After J Street workers received an email from Sodexo that layoffs were inevitable because of GW-mandated cutbacks, officials say the University is actually not trimming catering services.
Sodexo told UNITE HERE, which represents J Street employees, that the company will have to lay off two workers and overhaul the catering department’s structure. Though the University has scaled back spending after a $20 million budget shortfall last year, Senior Associate Vice President for Operations Alicia Knight said GW isn’t formally cutting back catering services.
Knight said departments across campus had been asked to cut costs, but that no order to discontinue catering services had been made. She emphasized that Sodexo and the University are two separate entities, and said GW has not told the company to make changes to the dining program or fire any employees.
“Sodexo is responsible for managing the dining operations and makes its own independent business decisions on matters such as staffing levels and work schedules that the University is not a party to,” Knight said.
The Sodexo email, sent to union representatives in December, stated that starting Jan. 12, the two employees who work at the Simply-To-Go market section of J Street will be fired. The email also stated that Sodexo would only give catering jobs to its most senior employees, placing others on standby as needed. Previously, there had been a separate catering staff.
Sarah Jacobson, the lead organizer of UNITE HERE, said none of the changes or firings have yet been made. Jacobson said she has not heard from Sodexo officials since the email, but she has asked them whether the company will continue to cater GW events and how many workers will be laid off.
Jacobson said she worries it’s just a matter of time until she hears about layoffs, since Sodexo has followed through on their email directives in the past.
“The company told us they were going to do these layoffs. Normally, they go ahead and do it. We’re trying to tell them, ‘The way you’re doing it is wrong. You’re not respecting the time and years [J Street employees] spent working,'” Jacobson said.
Last year, Sodexo cut workers’ hours from 40 hours a week to 30 and laid off about 10 employees, several workers said.
Jacobson said she knows changes are coming, but that she cannot formally file grievances against the company until action is taken.
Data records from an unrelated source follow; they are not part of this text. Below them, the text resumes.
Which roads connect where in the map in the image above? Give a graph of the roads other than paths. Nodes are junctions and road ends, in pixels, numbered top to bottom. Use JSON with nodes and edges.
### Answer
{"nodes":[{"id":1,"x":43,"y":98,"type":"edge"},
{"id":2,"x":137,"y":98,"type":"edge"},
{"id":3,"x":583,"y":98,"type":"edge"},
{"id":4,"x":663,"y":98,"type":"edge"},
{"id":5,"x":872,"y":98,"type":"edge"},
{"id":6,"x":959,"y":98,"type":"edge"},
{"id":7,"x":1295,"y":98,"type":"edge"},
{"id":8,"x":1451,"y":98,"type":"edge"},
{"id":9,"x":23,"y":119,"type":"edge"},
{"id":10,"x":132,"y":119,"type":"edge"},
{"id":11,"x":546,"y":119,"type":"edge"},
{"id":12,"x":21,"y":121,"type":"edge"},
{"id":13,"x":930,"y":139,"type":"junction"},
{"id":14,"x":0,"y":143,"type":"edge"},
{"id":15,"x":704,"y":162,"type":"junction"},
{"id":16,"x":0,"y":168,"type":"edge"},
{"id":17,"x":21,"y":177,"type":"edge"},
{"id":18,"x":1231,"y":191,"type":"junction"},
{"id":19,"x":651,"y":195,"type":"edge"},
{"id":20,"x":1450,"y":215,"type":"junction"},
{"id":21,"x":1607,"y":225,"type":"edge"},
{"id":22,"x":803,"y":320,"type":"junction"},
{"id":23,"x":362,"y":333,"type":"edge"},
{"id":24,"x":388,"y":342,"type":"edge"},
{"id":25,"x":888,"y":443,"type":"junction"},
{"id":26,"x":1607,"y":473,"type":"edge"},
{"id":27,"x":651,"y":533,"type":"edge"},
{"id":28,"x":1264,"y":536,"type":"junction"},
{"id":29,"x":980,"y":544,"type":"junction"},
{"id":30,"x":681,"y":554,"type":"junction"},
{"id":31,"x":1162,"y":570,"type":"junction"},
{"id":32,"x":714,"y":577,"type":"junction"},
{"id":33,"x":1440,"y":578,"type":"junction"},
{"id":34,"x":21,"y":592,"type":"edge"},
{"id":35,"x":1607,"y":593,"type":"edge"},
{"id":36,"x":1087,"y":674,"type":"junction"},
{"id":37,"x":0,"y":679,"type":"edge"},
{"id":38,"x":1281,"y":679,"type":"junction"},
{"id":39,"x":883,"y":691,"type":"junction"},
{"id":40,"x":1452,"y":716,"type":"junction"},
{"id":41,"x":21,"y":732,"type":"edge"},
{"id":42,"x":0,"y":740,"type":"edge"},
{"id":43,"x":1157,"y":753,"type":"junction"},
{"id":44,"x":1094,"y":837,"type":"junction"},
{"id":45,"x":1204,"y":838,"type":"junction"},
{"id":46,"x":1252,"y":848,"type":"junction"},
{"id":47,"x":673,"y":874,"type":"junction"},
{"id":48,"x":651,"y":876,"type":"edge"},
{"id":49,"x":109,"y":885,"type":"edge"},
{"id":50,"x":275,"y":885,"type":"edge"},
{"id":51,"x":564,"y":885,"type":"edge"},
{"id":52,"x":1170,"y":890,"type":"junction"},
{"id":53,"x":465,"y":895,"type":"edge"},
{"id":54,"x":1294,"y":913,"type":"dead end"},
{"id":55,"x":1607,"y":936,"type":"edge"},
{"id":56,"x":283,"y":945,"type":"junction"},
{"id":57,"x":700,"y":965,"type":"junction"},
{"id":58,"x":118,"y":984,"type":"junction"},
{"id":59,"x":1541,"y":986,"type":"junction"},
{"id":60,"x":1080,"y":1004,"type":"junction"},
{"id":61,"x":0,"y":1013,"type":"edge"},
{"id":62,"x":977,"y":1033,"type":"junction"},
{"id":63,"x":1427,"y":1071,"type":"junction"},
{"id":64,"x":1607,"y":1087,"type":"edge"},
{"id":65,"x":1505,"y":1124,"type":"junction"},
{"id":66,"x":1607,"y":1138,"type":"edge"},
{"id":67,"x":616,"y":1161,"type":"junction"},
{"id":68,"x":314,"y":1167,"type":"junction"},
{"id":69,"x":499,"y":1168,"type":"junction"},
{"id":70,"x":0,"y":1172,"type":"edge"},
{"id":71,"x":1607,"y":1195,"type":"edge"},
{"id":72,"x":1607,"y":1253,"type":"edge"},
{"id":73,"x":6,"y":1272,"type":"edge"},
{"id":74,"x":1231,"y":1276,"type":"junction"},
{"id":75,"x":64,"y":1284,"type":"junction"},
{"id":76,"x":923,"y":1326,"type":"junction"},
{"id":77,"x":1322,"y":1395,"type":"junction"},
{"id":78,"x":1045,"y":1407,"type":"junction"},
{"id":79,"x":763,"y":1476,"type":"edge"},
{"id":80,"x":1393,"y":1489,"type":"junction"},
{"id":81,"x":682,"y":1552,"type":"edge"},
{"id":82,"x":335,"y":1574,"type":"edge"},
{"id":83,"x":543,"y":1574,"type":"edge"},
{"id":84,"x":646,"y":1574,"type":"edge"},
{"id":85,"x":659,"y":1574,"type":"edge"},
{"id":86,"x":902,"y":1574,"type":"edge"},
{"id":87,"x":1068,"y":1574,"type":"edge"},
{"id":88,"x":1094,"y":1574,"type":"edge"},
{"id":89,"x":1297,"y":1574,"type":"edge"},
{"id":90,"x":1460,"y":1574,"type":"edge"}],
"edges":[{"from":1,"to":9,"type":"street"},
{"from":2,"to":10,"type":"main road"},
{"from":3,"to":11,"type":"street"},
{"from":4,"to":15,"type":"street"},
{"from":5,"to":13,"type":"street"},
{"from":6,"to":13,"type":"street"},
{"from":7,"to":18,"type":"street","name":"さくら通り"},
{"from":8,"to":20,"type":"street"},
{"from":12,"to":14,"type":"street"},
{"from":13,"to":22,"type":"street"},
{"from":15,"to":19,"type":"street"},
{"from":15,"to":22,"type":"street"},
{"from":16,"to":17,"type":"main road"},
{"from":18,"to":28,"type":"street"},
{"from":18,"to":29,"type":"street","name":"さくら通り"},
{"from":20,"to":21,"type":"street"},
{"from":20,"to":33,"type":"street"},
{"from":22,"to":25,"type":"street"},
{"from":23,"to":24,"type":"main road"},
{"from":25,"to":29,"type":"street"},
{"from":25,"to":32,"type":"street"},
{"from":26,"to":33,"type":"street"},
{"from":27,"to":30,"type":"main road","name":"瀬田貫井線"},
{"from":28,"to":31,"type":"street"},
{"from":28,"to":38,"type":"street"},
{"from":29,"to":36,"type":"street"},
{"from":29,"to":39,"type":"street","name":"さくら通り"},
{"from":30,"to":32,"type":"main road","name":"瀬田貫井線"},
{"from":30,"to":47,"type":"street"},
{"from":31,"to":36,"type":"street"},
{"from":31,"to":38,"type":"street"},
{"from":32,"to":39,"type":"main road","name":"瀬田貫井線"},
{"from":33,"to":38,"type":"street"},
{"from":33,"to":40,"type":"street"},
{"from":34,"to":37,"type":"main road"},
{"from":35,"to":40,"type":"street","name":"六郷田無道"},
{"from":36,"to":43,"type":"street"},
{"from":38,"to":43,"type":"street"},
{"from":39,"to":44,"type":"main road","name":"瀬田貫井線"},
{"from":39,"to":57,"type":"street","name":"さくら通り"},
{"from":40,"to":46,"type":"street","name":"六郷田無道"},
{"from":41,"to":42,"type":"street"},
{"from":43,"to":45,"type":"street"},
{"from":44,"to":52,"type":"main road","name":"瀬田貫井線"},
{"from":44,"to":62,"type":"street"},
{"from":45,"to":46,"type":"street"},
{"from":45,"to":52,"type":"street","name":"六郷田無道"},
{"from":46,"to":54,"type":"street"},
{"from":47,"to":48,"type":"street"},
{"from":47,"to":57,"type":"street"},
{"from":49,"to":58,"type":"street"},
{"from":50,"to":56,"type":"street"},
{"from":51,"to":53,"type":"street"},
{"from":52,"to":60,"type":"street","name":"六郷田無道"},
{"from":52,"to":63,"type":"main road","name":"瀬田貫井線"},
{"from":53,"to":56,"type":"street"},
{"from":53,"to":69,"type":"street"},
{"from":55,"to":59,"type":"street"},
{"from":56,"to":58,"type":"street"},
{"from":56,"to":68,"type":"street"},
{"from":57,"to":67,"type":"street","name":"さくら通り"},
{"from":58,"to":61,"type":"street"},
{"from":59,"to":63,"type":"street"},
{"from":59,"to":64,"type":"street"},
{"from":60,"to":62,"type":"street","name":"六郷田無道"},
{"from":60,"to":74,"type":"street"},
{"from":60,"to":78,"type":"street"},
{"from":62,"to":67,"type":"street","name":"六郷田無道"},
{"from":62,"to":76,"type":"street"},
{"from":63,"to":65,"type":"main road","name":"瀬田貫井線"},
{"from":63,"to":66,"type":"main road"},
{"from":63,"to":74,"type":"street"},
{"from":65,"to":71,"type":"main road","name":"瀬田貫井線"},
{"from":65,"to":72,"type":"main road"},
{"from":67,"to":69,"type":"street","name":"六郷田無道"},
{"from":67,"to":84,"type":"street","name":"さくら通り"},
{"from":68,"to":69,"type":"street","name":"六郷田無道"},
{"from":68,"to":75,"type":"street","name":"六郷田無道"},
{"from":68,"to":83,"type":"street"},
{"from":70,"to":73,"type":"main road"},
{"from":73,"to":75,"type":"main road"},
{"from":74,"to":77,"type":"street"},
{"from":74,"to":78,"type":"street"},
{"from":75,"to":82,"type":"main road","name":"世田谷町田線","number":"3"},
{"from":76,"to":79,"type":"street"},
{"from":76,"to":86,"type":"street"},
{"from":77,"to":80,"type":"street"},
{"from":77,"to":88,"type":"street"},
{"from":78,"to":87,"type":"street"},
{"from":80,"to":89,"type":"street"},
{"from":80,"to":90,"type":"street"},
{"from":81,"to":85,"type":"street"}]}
While she is waiting to hear back, Jacobson has worked with the GW Progressive Student Union to build support across campus for J Street workers.
After they were contacted by the union at the end of last semester, Cavan Kharrazian, a member of the Progressive Student Union’s coordinating committee, said the group’s members immediately posted a petition online to spread the word about what was happening. As of Monday, the petition had received 650 signatures from students, faculty, staff, workers and some community activists.
Though the directive did not come from the University, Kharrazian said it should be held accountable because the decisions GW makes internally trickle down and affect Sodexo employee’s jobs.
“We believe that mismanagement on the side of GW’s administration should not have to fall on the backs of community members that have been here for a long time and are part of our community,” Kharrazian said.
The petition, addressed to Knight and University President Steven Knapp, claims the fact that the notice came right as winter break began “signals a significant lack of University transparency and student involvement in the decision-making process.”
The Progressive Student Union has a history of supporting J Street and Pelham Commons workers on campus: They’ve worked together during several strikes as recently as last February, and they rallied in front of then-D.C. Mayor Vincent Gray’s office last fall in support of higher wages for local workers.
Kharrazian said his organization is trying to create momentum through the petition and gather student support.
“There are no steps of public display from the administration or Sodexo about trying to actively save these jobs or promote living wage jobs for the dining hall,” he said. “Right now the ball is in their court.”